Headline
PPKM Diperketat Samarinda Mulai Diberlakukan, PNS Kerja dari Rumah, Pasar Malam Dilarang
Kaltimtoday.co, Samarinda - Mulai hari ini, Senin (5/7/2021), Samarinda resmi menerapkan Pemberlakuan Pembatasan Kegiatan Masyarakat (PPKM) mikro yang diperketat.
Pembatasan demi menekan kasus positif Covid-19 yang terus meningkat drastis di Samarinda ini rencananya berlangsung hingga 20 Juli mendatang.
Salah satu ketentuan inti dari PPKM ini adalah penyekatan di semua pintu keluar dan masuk Samarinda.
Wali Kota Samarinda Andi Harun menuturkan, penyekatan akan melibatkan seluruh sumber daya yang ada di pemerintahan. Polri, TNI, hingga Satpol PP Samarinda akan terlibat aktif untuk memastikan PPKM berlangsung efektif.
"Semua pintu masuk nanti ada penyekatan. PNS dan seluruh aktivitas pemerintahan bekerja dan dikerjakan dari rumah," kata Andi Harun, Senin (5/7/2021) dilansir dari suara.com, jaringan kaltimtoday.co.

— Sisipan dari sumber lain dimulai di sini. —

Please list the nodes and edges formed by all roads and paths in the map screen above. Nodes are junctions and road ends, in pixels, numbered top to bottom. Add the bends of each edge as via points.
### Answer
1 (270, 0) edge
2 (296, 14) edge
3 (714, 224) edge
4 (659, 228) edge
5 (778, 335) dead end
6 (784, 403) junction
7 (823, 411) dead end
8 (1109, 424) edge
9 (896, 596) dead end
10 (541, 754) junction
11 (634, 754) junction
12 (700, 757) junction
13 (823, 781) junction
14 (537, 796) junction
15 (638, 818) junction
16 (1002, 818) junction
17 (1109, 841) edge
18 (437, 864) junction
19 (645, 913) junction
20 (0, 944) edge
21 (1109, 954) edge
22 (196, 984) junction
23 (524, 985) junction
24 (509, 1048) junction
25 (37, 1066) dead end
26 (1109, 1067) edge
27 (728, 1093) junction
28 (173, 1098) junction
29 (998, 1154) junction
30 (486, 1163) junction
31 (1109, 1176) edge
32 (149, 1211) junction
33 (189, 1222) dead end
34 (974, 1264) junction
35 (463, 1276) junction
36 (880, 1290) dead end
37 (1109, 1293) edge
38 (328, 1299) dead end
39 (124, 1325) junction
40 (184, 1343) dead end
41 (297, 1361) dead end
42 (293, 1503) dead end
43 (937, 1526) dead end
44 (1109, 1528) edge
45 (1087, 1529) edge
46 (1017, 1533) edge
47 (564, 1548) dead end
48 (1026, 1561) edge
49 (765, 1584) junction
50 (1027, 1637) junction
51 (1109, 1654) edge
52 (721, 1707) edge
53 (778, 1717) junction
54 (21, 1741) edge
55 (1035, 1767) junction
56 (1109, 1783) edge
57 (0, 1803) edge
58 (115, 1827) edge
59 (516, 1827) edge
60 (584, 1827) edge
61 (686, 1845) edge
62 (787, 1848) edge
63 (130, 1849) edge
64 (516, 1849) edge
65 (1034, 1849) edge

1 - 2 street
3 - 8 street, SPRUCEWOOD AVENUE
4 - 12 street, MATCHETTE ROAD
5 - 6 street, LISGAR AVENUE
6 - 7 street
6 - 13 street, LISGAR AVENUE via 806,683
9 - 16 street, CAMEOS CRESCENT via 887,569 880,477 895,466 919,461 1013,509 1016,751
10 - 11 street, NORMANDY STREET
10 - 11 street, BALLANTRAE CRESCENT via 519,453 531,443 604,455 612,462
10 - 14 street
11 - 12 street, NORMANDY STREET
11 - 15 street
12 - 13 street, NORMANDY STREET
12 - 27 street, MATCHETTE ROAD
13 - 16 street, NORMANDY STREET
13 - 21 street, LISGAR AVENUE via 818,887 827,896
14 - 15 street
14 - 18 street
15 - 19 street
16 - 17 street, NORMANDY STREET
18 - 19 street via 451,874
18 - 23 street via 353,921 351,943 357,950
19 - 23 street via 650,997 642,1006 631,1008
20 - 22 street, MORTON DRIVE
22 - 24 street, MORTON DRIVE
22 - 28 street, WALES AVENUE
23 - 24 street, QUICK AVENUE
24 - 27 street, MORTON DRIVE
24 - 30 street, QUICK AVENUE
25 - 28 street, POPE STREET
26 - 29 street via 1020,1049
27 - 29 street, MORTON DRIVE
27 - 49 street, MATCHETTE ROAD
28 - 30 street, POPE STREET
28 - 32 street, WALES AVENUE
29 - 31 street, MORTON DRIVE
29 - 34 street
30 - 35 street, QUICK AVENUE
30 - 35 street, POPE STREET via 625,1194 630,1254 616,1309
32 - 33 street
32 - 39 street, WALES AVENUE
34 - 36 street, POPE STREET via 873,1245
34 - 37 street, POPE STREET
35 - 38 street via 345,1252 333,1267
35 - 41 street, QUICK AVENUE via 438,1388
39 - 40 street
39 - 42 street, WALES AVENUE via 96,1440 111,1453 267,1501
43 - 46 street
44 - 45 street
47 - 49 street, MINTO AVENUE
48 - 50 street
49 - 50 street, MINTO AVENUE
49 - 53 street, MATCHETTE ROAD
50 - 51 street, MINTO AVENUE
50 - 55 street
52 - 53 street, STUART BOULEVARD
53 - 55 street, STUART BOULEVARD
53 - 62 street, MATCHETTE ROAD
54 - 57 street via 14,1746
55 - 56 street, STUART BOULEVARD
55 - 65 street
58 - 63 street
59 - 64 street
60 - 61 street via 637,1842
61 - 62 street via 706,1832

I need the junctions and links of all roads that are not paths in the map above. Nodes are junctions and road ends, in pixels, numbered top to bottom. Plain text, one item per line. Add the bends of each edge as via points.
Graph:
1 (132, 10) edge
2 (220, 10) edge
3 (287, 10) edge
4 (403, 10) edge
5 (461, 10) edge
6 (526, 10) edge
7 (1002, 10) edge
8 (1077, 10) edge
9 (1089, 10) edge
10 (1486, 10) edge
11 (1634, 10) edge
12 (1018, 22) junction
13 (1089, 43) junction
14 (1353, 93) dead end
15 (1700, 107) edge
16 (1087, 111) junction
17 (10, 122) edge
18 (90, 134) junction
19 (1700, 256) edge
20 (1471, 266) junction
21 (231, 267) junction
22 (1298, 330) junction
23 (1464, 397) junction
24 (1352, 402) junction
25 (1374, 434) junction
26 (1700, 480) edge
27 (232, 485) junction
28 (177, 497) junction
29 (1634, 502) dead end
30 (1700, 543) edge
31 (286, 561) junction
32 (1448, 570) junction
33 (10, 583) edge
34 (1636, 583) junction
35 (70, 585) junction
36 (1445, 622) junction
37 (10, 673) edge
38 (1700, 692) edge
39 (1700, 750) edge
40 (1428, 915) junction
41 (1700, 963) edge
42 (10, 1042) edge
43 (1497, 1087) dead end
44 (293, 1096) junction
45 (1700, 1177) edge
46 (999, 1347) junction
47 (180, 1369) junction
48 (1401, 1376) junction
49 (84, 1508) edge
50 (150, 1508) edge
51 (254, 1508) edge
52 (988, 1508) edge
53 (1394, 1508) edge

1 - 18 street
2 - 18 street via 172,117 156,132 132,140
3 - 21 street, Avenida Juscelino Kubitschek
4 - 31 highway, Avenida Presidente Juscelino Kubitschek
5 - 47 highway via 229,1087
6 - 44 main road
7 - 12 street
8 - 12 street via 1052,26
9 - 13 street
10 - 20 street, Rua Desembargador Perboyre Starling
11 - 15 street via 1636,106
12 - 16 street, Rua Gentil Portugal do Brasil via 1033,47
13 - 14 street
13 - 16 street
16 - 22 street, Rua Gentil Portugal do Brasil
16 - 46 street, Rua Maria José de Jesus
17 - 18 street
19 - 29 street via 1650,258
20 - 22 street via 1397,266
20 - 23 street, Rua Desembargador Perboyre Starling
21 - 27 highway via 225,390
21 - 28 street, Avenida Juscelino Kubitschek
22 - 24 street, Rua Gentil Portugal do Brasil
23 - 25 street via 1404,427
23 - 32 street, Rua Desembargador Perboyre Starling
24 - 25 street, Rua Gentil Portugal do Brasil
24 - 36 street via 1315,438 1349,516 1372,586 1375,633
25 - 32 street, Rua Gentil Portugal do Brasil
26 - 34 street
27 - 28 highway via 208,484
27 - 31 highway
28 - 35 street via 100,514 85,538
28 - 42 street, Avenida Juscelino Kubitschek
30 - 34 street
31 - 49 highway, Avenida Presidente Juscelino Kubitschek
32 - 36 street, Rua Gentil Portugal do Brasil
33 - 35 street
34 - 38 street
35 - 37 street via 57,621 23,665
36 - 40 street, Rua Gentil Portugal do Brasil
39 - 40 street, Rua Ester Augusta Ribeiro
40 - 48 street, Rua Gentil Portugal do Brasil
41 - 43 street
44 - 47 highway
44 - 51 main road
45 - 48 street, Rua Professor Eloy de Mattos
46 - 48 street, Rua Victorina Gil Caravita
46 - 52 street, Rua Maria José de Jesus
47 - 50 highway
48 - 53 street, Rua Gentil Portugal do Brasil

Di dalam instruksinya, Andi Harun bakal mendirikan tiga posko penyekatan, meliputi:
- Batas selatan di Jl HM Rifaddin dan Jalan Tol Samarinda-Balikpapan
- Batas barat laut di Jalan Pangeran Suryanata
- Batas utara di Jalan Poros Samarinda-Bontang
Selain itu, Andi Harun mengatakan, selama pemberlakuan PPKM mikro yang diperketat ini berlangsung, dilakukan pembatasan aktivitas hiburan di berbagai lokasi, seperti tempat hiburan malam (THM).
Seluruh pemilik usaha THM, mal-mal, dan kafe selain harus memperketat penerapan protokol kesehatan (prokes), juga membatasi waktu operasional hanya hingga pukul 21.00 Wita.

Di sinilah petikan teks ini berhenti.